Après cela Amos et moi sommes allés à une grande mani­fes­tation contre la guerre d’Algérie et les flics nous ont matraqués l’un et l’autre indistinctement.

KENAN ÉTAIT un homme que­relleur et de conflit, prompt à se mettre en colère et à devenir agressif. “Il n’y a qu’une façon de ne pas se que­reller avec vous” lui ai-​​je dit un jour, “c’est de couper toute relation et de plus parler avec vous.”

La der­nière fois où nous nous sommes dis­putés fut lorsque Gush Shalom appela à un boycott des pro­duits issus des colonies. Kenan refusa de s’y associer, ouver­tement parce que nous y incluions les colonies du Golan. “Je n’ai pas envie de renoncer au vin du Golan” déclara-​​t-​​il en plai­santant à moitié. Mais il haïssait les colonies, non seulement parce qu’elles étaient construites pour faire obs­tacle à la paix avec les Pales­ti­niens, mais aussi parce qu’elles sym­bo­li­saient à ses yeux l’enlaidissement général du pays. Il me dit une fois qu’en regardant par le hublot d’un avion il avait soudain réalisé que “l’État d’Israël avait détruit la terre d’Israël.”

Dans le livre semi-​​biographique consacré à son mari, qui est sorti il n’y a pas si long­temps en hébreu, Nurit Gertz parle de son enfance dif­ficile, lorsque son père était dans un établis­sement psy­chia­trique. Je soup­çonne que tout au long de sa vie il a souffert d’une peur non avouée qu’il puisse hériter de la même maladie. Cela peut expliquer ses accès d’alcoolisme. Heu­reu­sement pour lui, il avait une mère extra­or­di­naire, Mrs Levin, une femme petite, vigou­reuse et déter­minée qui éleva pra­ti­quement seule Amos et ses deux frères plus jeunes.

Les seules fois où j’ai vu son visage s’adoucir c’était quand il regardait Nurit ou leurs deux filles, Shlomtzion et Rona. Je pouvais lui par­donner toutes ses attaques agres­sives et inju­rieuses parce que son talent créatif était tel­lement plus important.

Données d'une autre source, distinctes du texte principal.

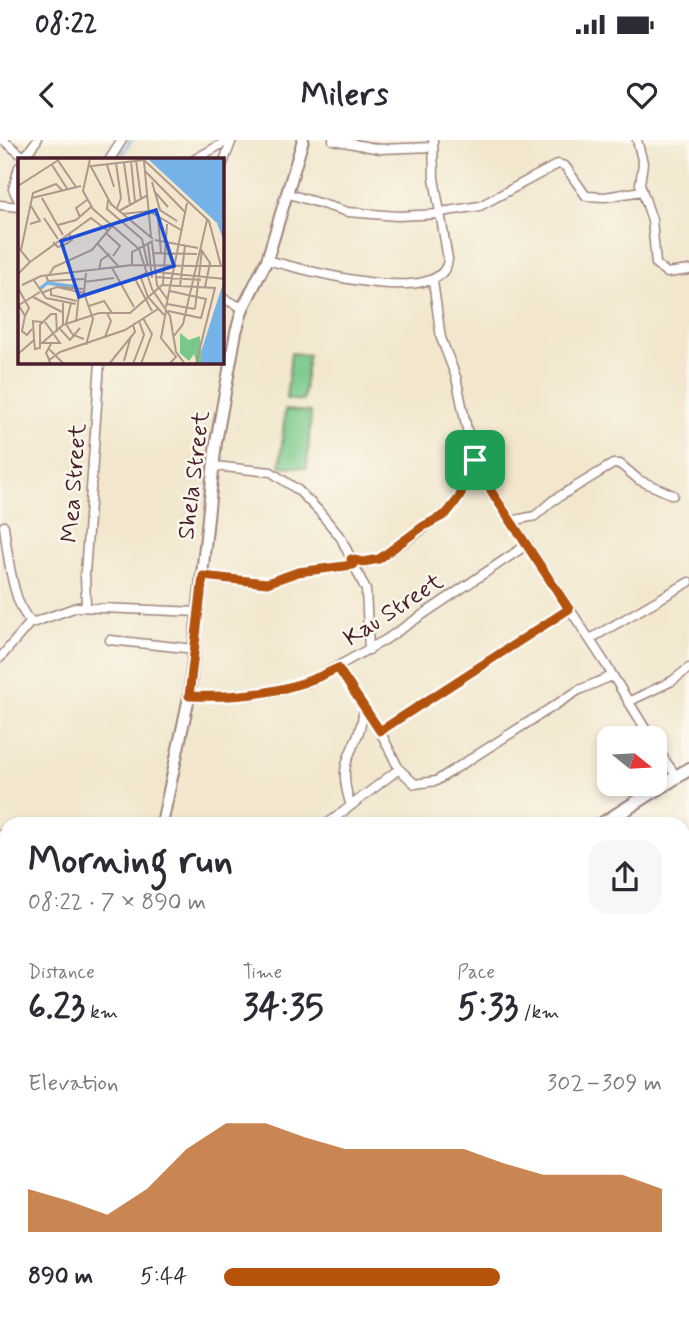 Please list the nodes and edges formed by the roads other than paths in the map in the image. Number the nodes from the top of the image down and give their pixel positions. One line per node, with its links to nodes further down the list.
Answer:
1 (3, 140): 9 (street)
2 (37, 140): 9 (street)
3 (122, 140): 10 (street)
4 (231, 140): 11 (street); 12 (street)
5 (303, 140): 15 (main road, Shela Street)
6 (333, 140): 8 (street)
7 (638, 140): 14 (street)
8 (433, 144): 19 (street)
9 (24, 158)
10 (111, 158)
11 (197, 158)
12 (224, 160)
13 (18, 171): 16 (street)
14 (642, 191): 19 (street); 21 (street)
15 (289, 194): 19 (street); 20 (main road, Shela Street)
16 (18, 199)
17 (0, 205): 18 (street)
18 (18, 207)
19 (441, 213): 22 (street)
20 (267, 260): 22 (street); 24 (main road, Shela Street)
21 (689, 270)
22 (433, 281): 26 (street)
23 (224, 299): 24 (street)
24 (243, 308): 27 (main road, Shela Street)
25 (100, 364): 35 (street, Mea Street)
26 (475, 460): 29 (street); 32 (street)
27 (214, 466): 32 (street); 33 (main road, Shela Street)
28 (673, 495): 29 (street)
29 (511, 521): 31 (street)
30 (5, 526): 38 (street)
31 (528, 544): 36 (street); 42 (street, Kau Street)
32 (352, 562): 33 (street); 42 (street)
33 (203, 576): 37 (main road, Shela Street)
34 (689, 582): 40 (street)
35 (86, 606): 37 (street); 38 (street)
36 (569, 609): 40 (street); 51 (street)
37 (199, 612): 41 (main road, Shela Street)
38 (32, 622): 43 (street)
39 (110, 639): 41 (street)
40 (590, 639): 46 (street)
41 (195, 649): 47 (main road, Shela Street)
42 (369, 650): 44 (street, Kau Street)
43 (0, 658)
44 (338, 668): 47 (street, Kau Street); 49 (street)
45 (689, 668): 48 (street)
46 (612, 676): 48 (street); 53 (street)
47 (189, 696): 57 (main road, Shela Street)
48 (628, 702): 50 (street)
49 (363, 707): 51 (street); 56 (street)
50 (643, 726)
51 (380, 731): 53 (street)
52 (667, 763): 55 (street)
53 (399, 769): 56 (street)
54 (689, 769): 55 (highway)
55 (677, 777): 59 (highway)
56 (351, 806): 58 (street)
57 (163, 817)
58 (336, 817)
59 (612, 817) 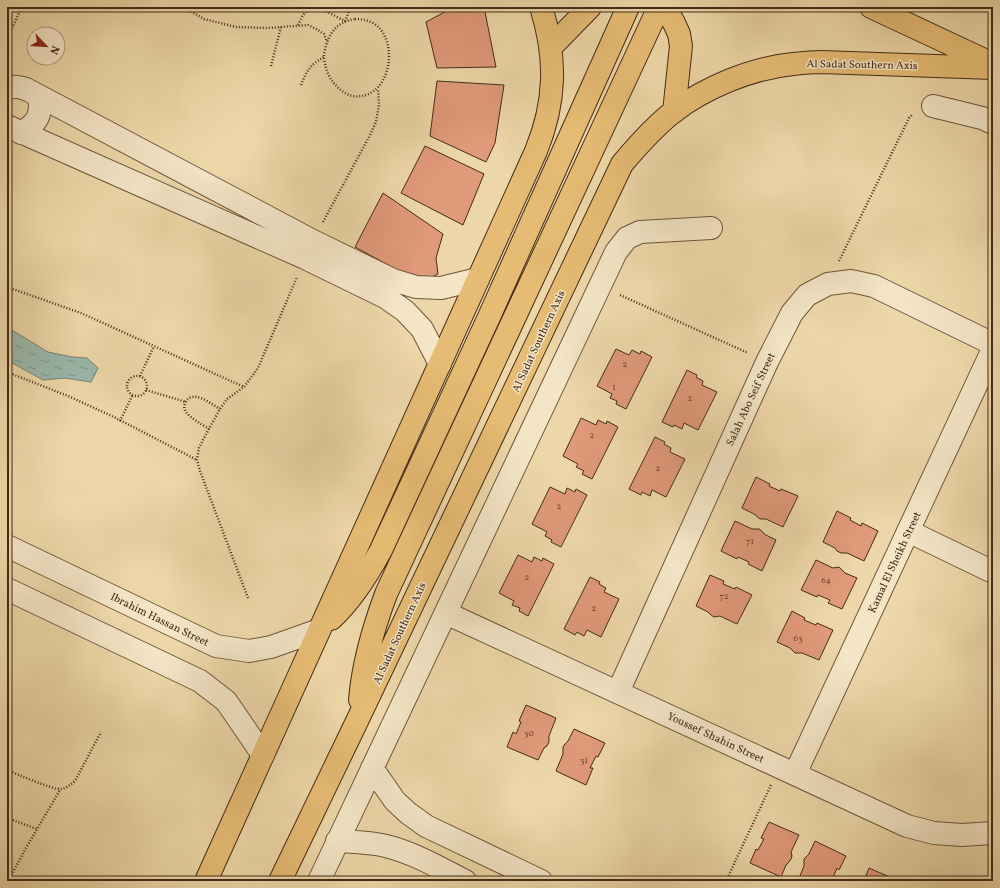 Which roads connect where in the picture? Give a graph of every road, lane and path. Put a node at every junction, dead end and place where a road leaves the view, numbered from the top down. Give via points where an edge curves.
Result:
1 (22, 7) edge
2 (183, 7) edge
3 (351, 7) edge
4 (541, 7) edge
5 (590, 7) edge
6 (628, 7) edge
7 (660, 7) edge
8 (871, 7) edge
9 (317, 8) edge
10 (346, 21) junction
11 (298, 25) junction
12 (281, 26) junction
13 (7, 39) edge
14 (328, 42) junction
15 (551, 47) junction
16 (324, 57) junction
17 (993, 64) edge
18 (271, 66) dead end
19 (993, 68) edge
20 (301, 86) dead end
21 (378, 88) junction
22 (7, 89) edge
23 (38, 96) junction
24 (933, 106) joint
25 (674, 112) junction
26 (993, 123) edge
27 (14, 129) edge
28 (711, 228) dead end
29 (309, 250) junction
30 (478, 279) junction
31 (828, 284) junction
32 (7, 287) edge
33 (594, 301) junction
34 (993, 344) edge
35 (154, 346) junction
36 (993, 349) edge
37 (767, 362) junction
38 (440, 364) junction
39 (7, 372) edge
40 (140, 376) junction
41 (244, 387) junction
42 (146, 390) junction
43 (133, 394) junction
44 (186, 402) junction
45 (220, 409) junction
46 (120, 421) junction
47 (209, 429) junction
48 (197, 460) junction
49 (908, 531) junction
50 (7, 546) edge
51 (993, 572) edge
52 (7, 589) edge
53 (248, 598) dead end
54 (446, 613) junction
55 (319, 630) junction
56 (618, 692) junction
57 (358, 719) junction
58 (101, 732) dead end
59 (263, 755) junction
60 (372, 768) junction
61 (7, 770) edge
62 (787, 770) junction
63 (60, 790) junction
64 (7, 803) edge
65 (10, 819) junction
66 (7, 824) edge
67 (37, 829) junction
68 (993, 833) edge
69 (337, 841) junction
70 (10, 881) edge
71 (206, 881) edge
72 (280, 881) edge
73 (319, 881) edge
74 (465, 881) edge
75 (541, 881) edge
76 (721, 881) edge
77 (726, 881) edge

1 - 13 path
2 - 12 path via 204,19 236,27
3 - 10 path
4 - 15 main road
5 - 15 main road
6 - 55 main road via 381,550 354,594
7 - 25 main road via 668,13 674,23 681,46
7 - 57 main road via 386,594 368,648
8 - 17 main road
9 - 10 path
9 - 11 path via 304,14
10 - 14 path via 331,33
10 - 21 path via 355,19 373,23 385,37 389,51 388,66
11 - 12 path
11 - 14 path via 308,25 318,30 324,34
12 - 18 path
14 - 16 path
15 - 30 main road via 552,84 543,134
16 - 20 path via 313,63
16 - 21 path via 326,68 340,90 360,97
19 - 25 main road, Al Sadat Southern Axis via 821,62 792,64 738,77 694,98
21 - 29 path via 380,105 376,122
22 - 23 street via 18,86
23 - 27 street via 41,107 38,118 31,127
23 - 29 street
24 - 26 street
24 - 31 path via 919,108 909,118
25 - 57 main road, Al Sadat Southern Axis via 638,145 622,164
27 - 29 street
28 - 33 street via 640,232 627,238 616,252
29 - 30 street via 416,287 441,288
29 - 38 street via 405,311 422,329
29 - 41 path via 258,368
30 - 38 main road
31 - 34 street, Salah Abo Seif Street via 851,281 874,286
31 - 37 street, Salah Abo Seif Street via 807,295 792,313
32 - 35 path via 80,313
33 - 37 path via 602,294 614,293 623,296
33 - 54 street
35 - 40 path
35 - 41 path
36 - 49 street, Kamal El Sheikh Street
37 - 56 street, Salah Abo Seif Street
38 - 55 main road
39 - 46 path via 68,396
40 - 42 path via 146,382
40 - 43 path via 135,376 128,382 129,391
41 - 45 path via 227,399
42 - 43 path via 140,395
42 - 44 path
43 - 46 path
44 - 45 path via 194,396
44 - 47 path via 184,407 189,416
45 - 47 path
46 - 48 path
47 - 48 path via 199,448
48 - 53 path
49 - 51 street
49 - 62 street, Kamal El Sheikh Street
50 - 55 street, Ibrahim Hassan Street via 216,646 249,651 271,647
52 - 59 street via 200,681 226,701
54 - 56 street, Youssef Shahin Street
54 - 60 street
55 - 59 main road
56 - 62 street, Youssef Shahin Street
57 - 72 main road, Al Sadat Southern Axis
58 - 63 path via 74,781
59 - 71 main road
60 - 69 street
60 - 75 street via 395,801 426,826
61 - 63 path
62 - 68 street, Youssef Shahin Street via 907,826 934,833
62 - 77 path
63 - 67 path
64 - 65 path via 12,813
65 - 66 path
65 - 67 path
67 - 70 path
69 - 73 street
69 - 74 street via 386,846 408,853
76 - 77 path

IL AVAIT DÉJÀ disparu du paysage depuis quelques années, lorsqu’il fut atteint de la maladie d’Alzheimer. En réalité, il s’évanouit avec la culture qu’il avait aidé à créer.

La culture hébraïque qui avait pris nais­sance au début des années 40 dis­parut dans les années 60. Les lourdes pertes de notre géné­ration au cours de la guerre de1948 et l’immigration massive qui déferla sur l’État dans ses pre­mières années signi­fiait la mort de cette culture unique et son rem­pla­cement par la culture israé­lienne banale telle qu’elle se pré­sente aujourd’hui.

La mort d’Amos Kenan marque le départ de l’un des der­niers repré­sen­tants de cette culture hébaïque.

Aux obsèques d’Amos Kenan, pas un seul repré­sentant de l’Israël officiel n’était présent.